Property: Doctor on the House - Sins of the modernisers

Mouldings hacked away, marble smashed to bits. Jeff Howell digs up the evidence of 1970s building vandalism

"WE'VE all been there; we've all done it," grunts Bethnal Green Eddie as he pulls the runner along the batten, carving another short length of cornicing from the wet lime putty. We are talking about the damage inflicted in the name of "modernising" old houses.

How could anyone have been so shortsighted as to hack the plaster mouldings off a Victorian ceiling? It's costing me a fortune to put them back. BGE is not ripping me off - it just takes hours and hours of tedious, messy work. The lime has been slaking in a big plastic tub for a week, and is now the colour and consistency of double cream. Eddie ladles a dollop into a small bowl and stirs in a dash of casting plaster (plaster of Paris).

The casting plaster starts to set in a few minutes, so timing is critical; the lime is trowelled on to the ceiling, and the shaped metal runner is slid along a timber batten nailed to the wall, pulling the stiffening lime mix roughly into shape.
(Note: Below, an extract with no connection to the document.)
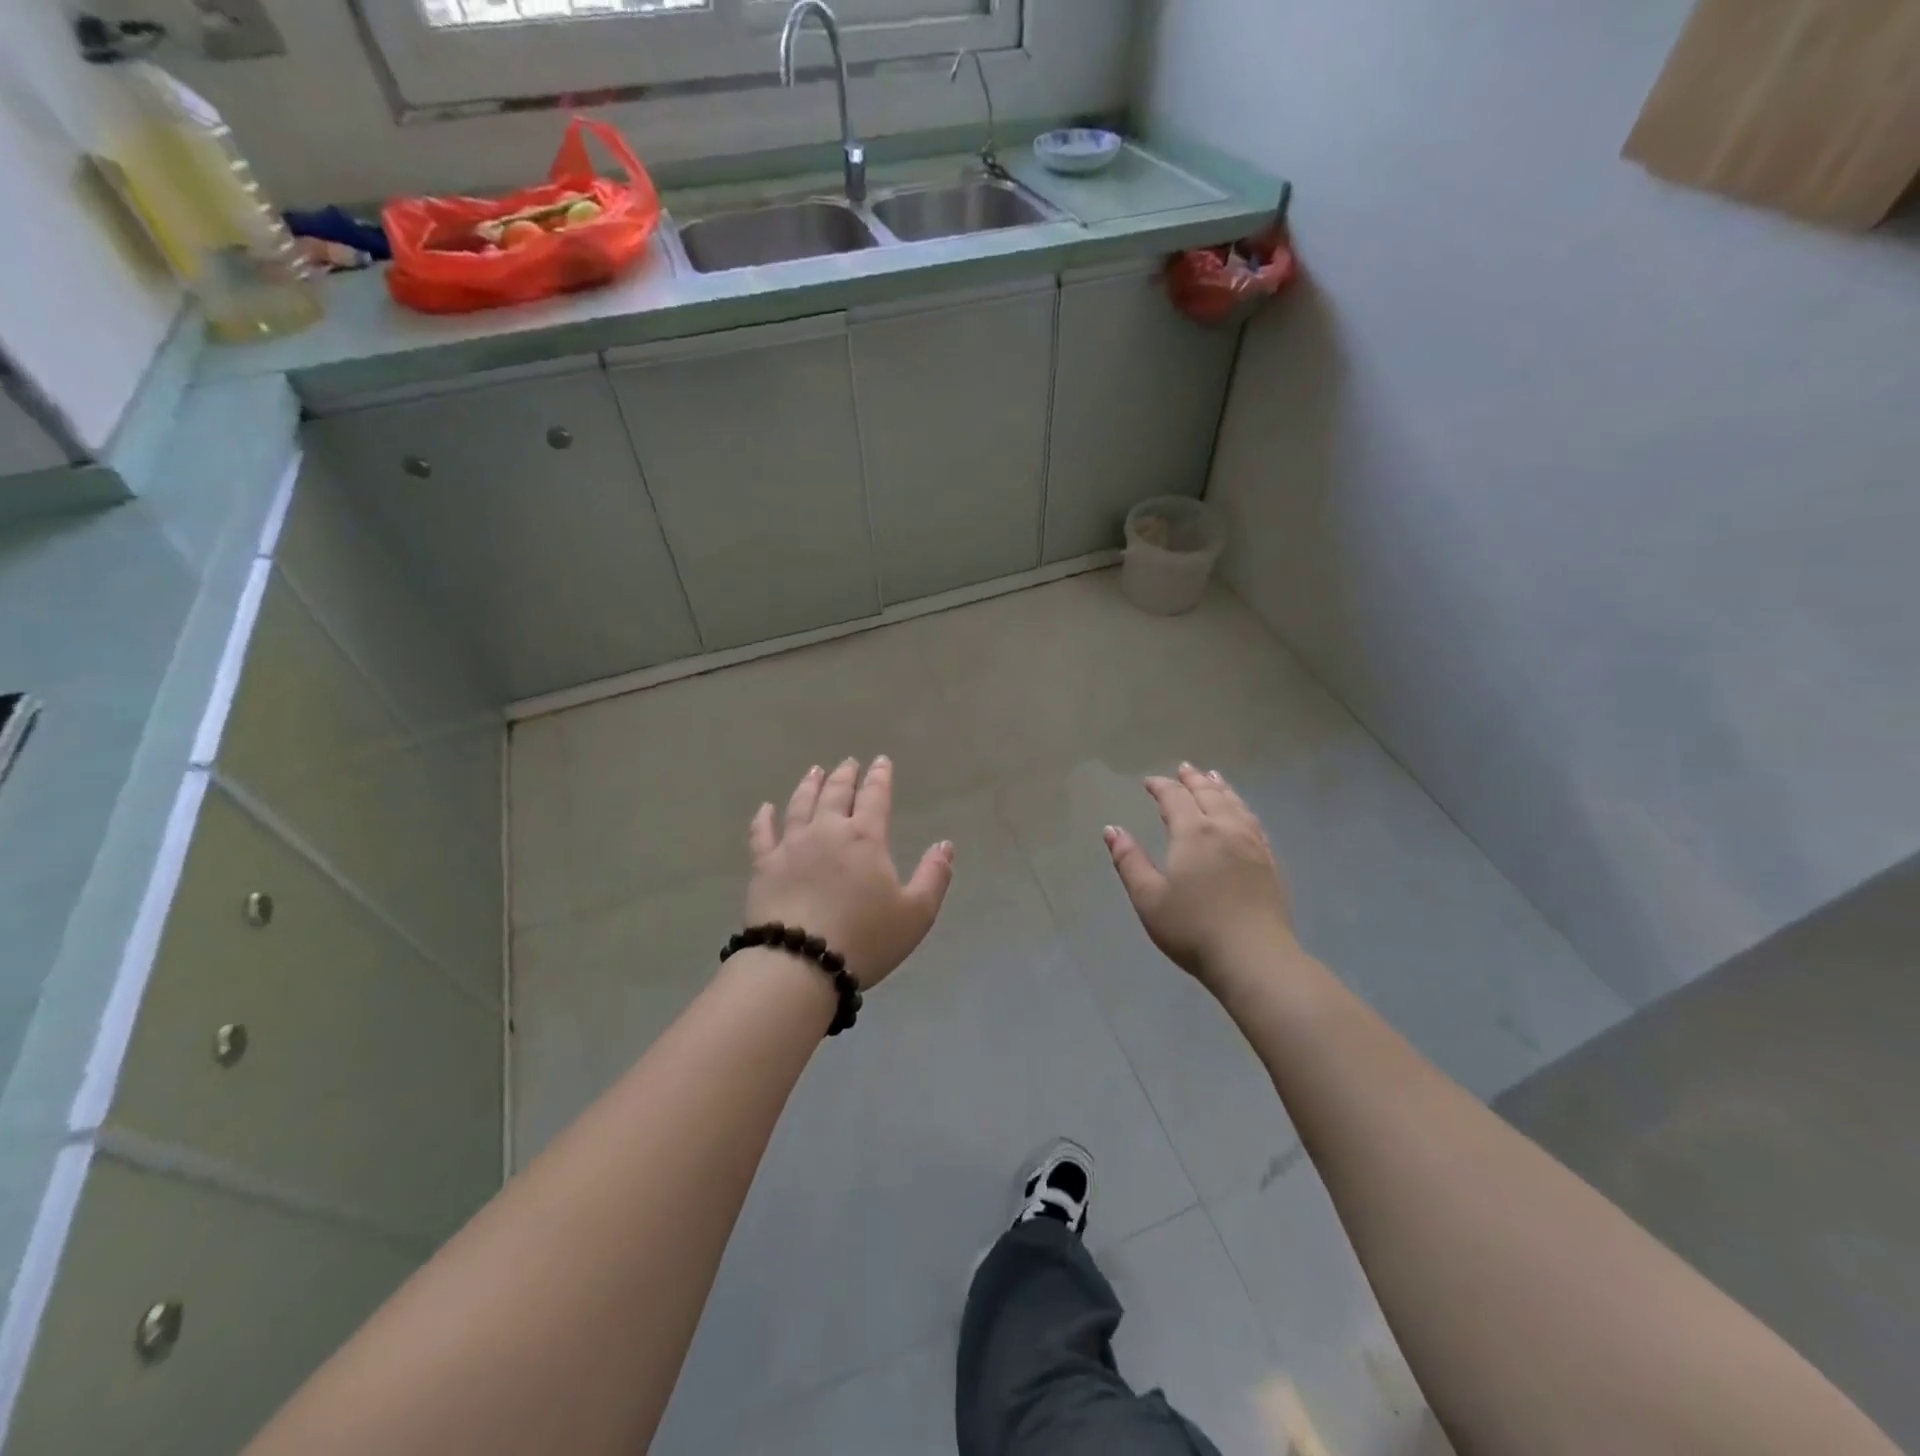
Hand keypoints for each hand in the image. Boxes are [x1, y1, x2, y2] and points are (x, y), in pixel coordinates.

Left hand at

Then it's scraping all the tools clean and repeating the process three or four times, building up the cornice in layers; and then moving a metre along the wall and starting on the next stretch. It's a slow business.

When the cornices were first run in, in 1872, the guy was getting tuppence an hour. BGE's hourly rate is somewhat higher, which is why it is easy to get annoyed with whoever it was chopped the things down in 1972. And today I am feeling especially irritated with this unknown previous owner, because I have just discovered what he did with the marble fireplace out of the front room.

Having written a piece for these pages only recently on the virtues of a tidy entrance, I determined to put this one in order. While Eddie was cornicing in the hallway, I was out front, breaking up the patch of crumbling concrete which the estate agent humorously described as the front garden.

I began levering the slab up with a pick, breaking it with a lump hammer and bucketing it to the skip. The concrete was weak, thin stuff laid on an uneven bed of hardcore. In fact, the hardcore was proving harder to pick out; it was broken red bricks mostly, probably the missing chimney breast, another favourite target for modernisers. But then I came across a cube of smooth white stone. Then another, and another, this time with a curved edge and carved detail. It couldn't be, could it? Surely, not even in the dark 1970s could anyone have been so stupid as to smash up fine Sicilian marble for hardcore.

But there it was, spread over one corner of the front garden, 500 quid's worth of mid-Victorian fireplace - columns, corbels, mantle, the lot. I was so disheartened I had to stop; the very thought of chucking it in the skip was depressing. I went indoors to share my grief with Eddie.

He's right. We've all done it, and people continue to do it - fireplaces, slates, sash windows, cornices - and whatever the age of the house it's always a mistake. I mean, whoever thought 1960s houses would become "period properties"? But it's happening. Keep your home as close as you can to its original condition, and one day it will pay you back.